Suppose you want to factor n. Try to find two numbers a and b whose squares are equivalent modulo n. Then, n | (a−b) (a+b), and there's a good chance that n has a prime factor dividing a−b. Just choose candidates for a and b at random less than n. Numbers a little larger than the square root of n work best.

How many candidates do you need to try? Assuming that squares modulo n are as random as birthdays, it's the same answer—about 1.2 times the square root of n. This is called the birthday attack.

The same techniques are used to crack hashing functions like MD5; these are used for digital signatures. You can look these ideas up on MathWorld.

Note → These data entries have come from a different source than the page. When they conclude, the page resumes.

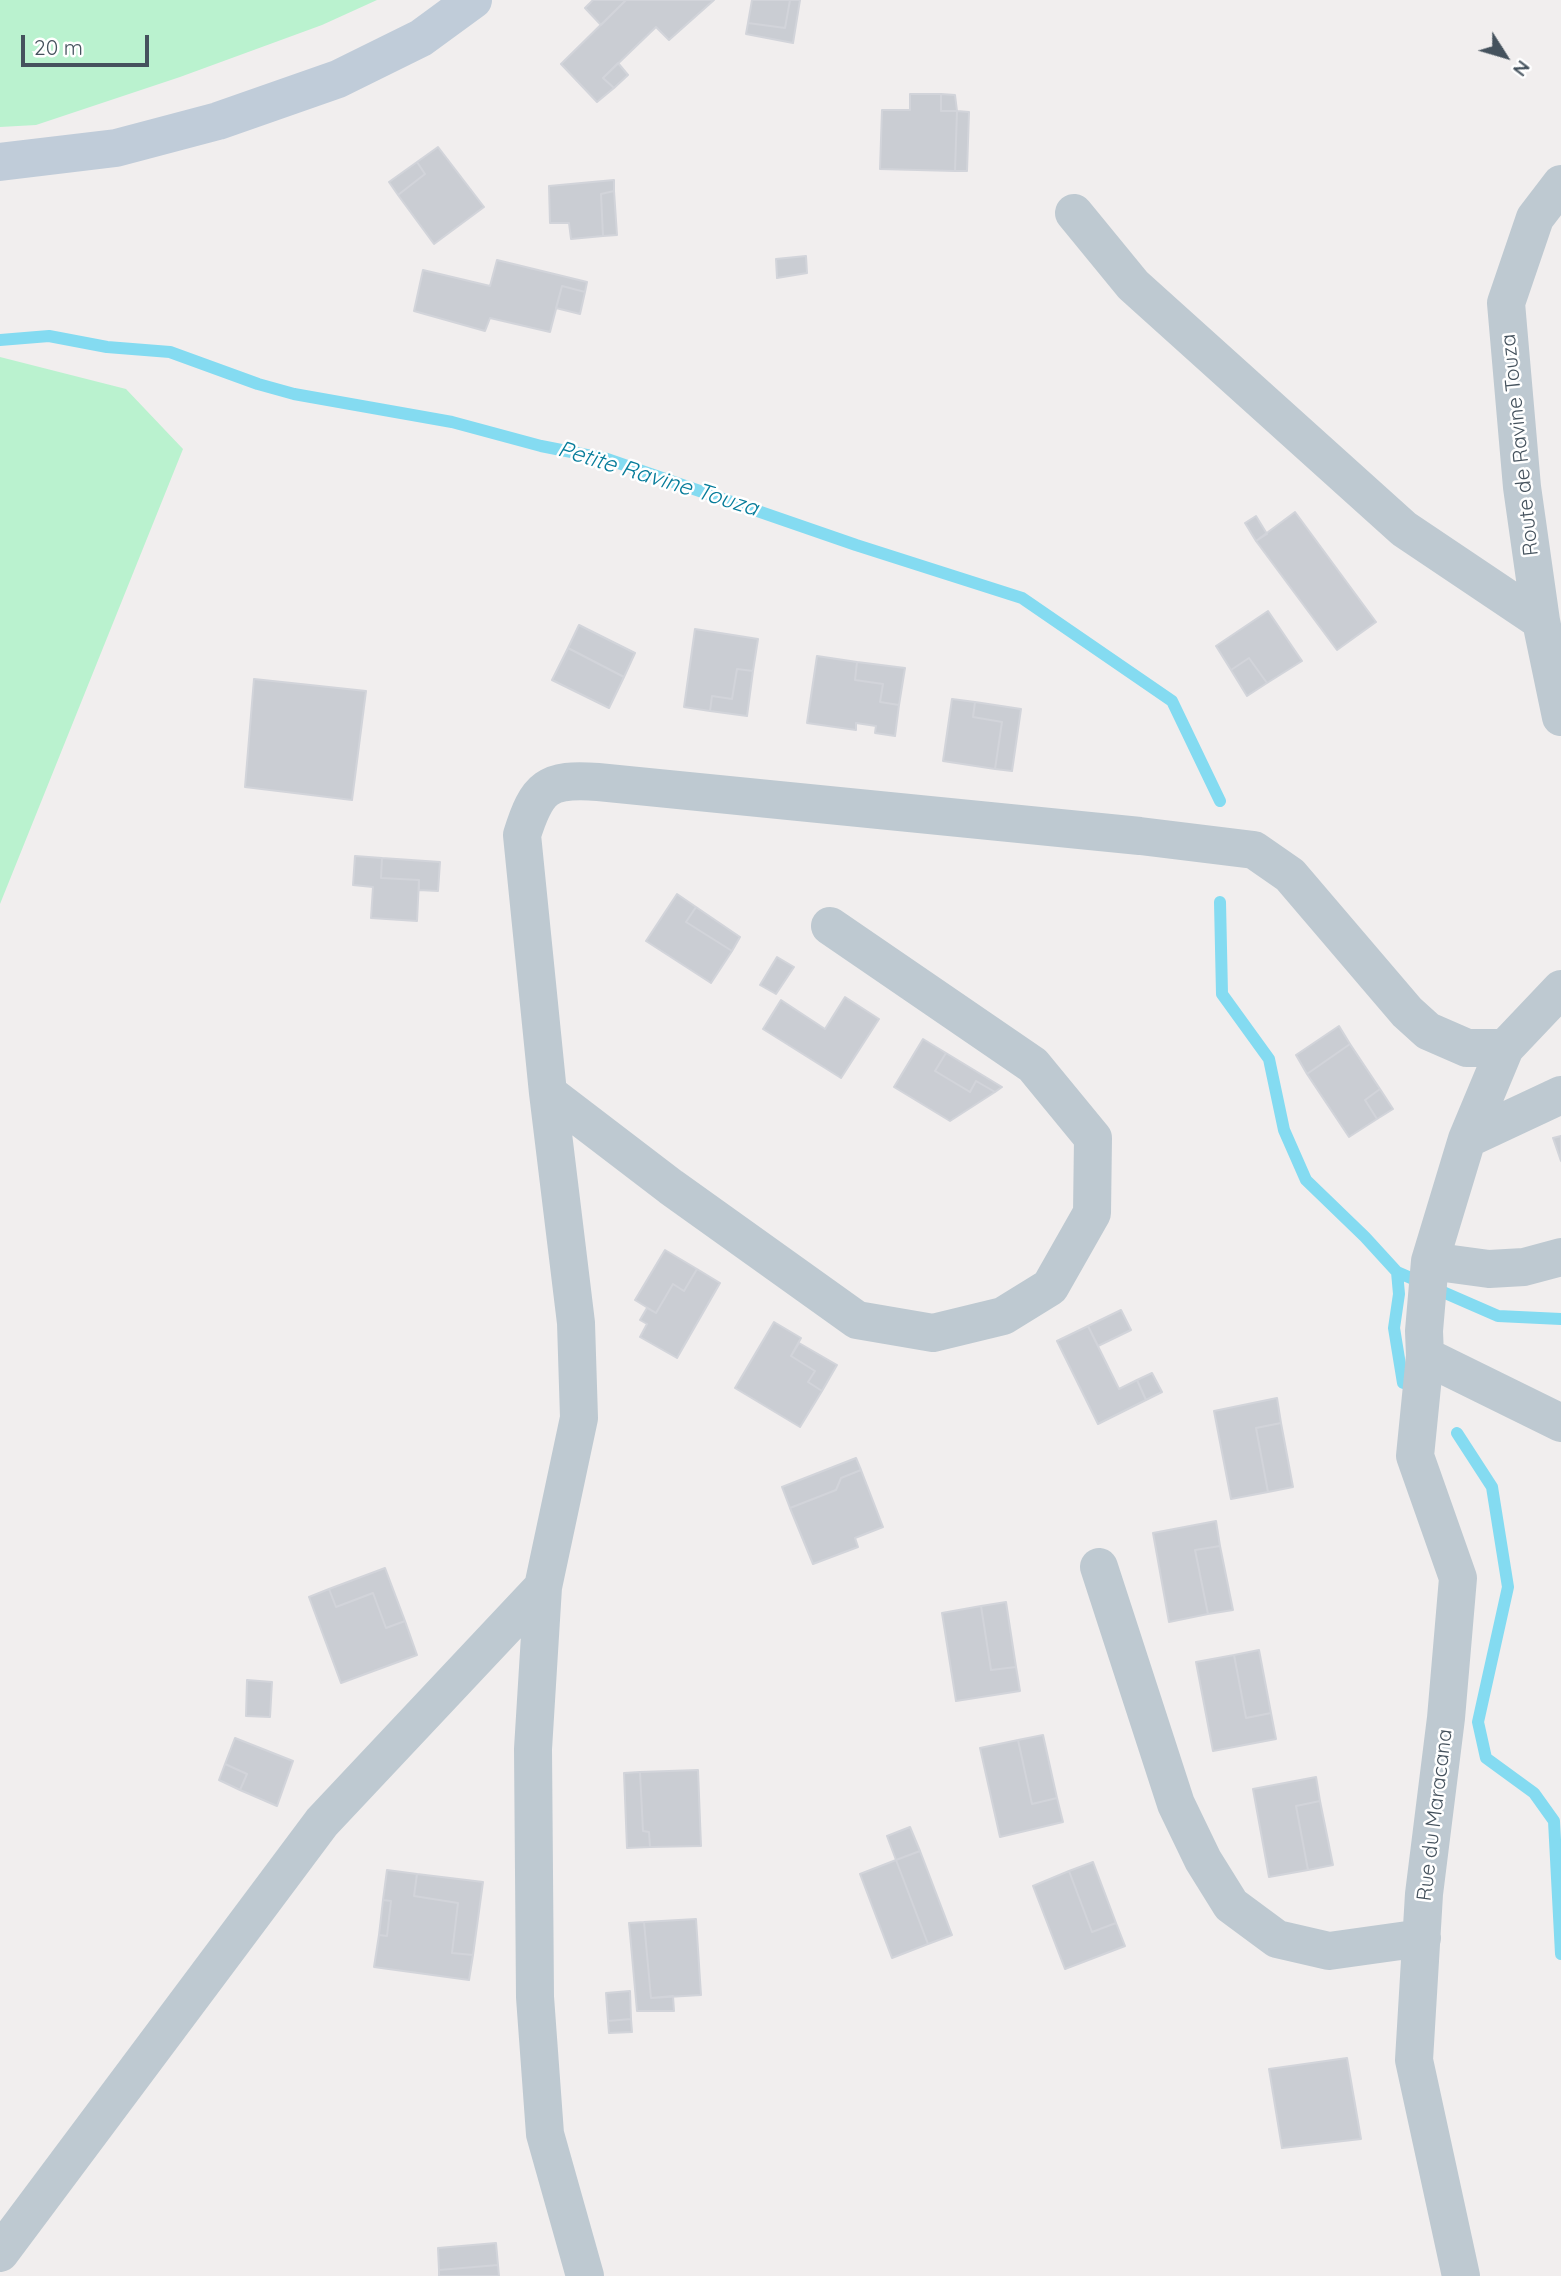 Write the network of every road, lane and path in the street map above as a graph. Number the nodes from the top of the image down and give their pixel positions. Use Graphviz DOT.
graph roads {
  1 [pos="473,0"];
  2 [pos="0,162"];
  3 [pos="1561,184"];
  4 [pos="1074,213"];
  5 [pos="1541,621"];
  6 [pos="1561,717"];
  7 [pos="830,926"];
  8 [pos="1561,989"];
  9 [pos="1505,1048"];
  10 [pos="548,1093"];
  11 [pos="1561,1095"];
  12 [pos="1467,1139"];
  13 [pos="1561,1258"];
  14 [pos="1430,1266"];
  15 [pos="1425,1343"];
  16 [pos="1561,1423"];
  17 [pos="1099,1567"];
  18 [pos="543,1587"];
  19 [pos="1422,1938"];
  20 [pos="0,2253"];
  21 [pos="585,2276"];
  22 [pos="1461,2276"];
  1 -- 2 [label="main road"];
  3 -- 5 [label="street, Route de Ravine Touza"];
  4 -- 5 [label="street"];
  5 -- 6 [label="street, Route de Ravine Touza"];
  7 -- 10 [label="street"];
  8 -- 9 [label="street"];
  9 -- 10 [label="street"];
  9 -- 12 [label="street, Rue du Maracana"];
  10 -- 18 [label="street"];
  11 -- 12 [label="street"];
  12 -- 14 [label="street, Rue du Maracana"];
  13 -- 14 [label="street"];
  14 -- 15 [label="street, Rue du Maracana"];
  15 -- 16 [label="street"];
  15 -- 19 [label="street, Rue du Maracana"];
  17 -- 19 [label="street"];
  18 -- 20 [label="street"];
  18 -- 21 [label="street"];
  19 -- 22 [label="street, Rue du Maracana"];
}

It's not all fun and games. Your students really need to know that mathematics has consequences.

Dave Marain said...

Thank you Eric and Jonathan for your thoughtful and rigorous replies. Eric, I'm not sure where you got the idea that I approach the Birthday Problem frivolously! I use it to engage student interest but develop the concepts carefully. I am indebted to you for showing us the mathematical implications of this to number theory and computer science. I will definitely share this with our students. Out of curiosity, is combinatorics one of your areas of interest? I sense strong computing background as well. I'm very lucky that you and jonathan are reading this and keeping me honest. I now feel the need to edit my work much more carefully or at least when I am semi-conscious! As you can see from my latest post, I am shifting my focus back to national curriculum issues, but I will have new problems this weekend.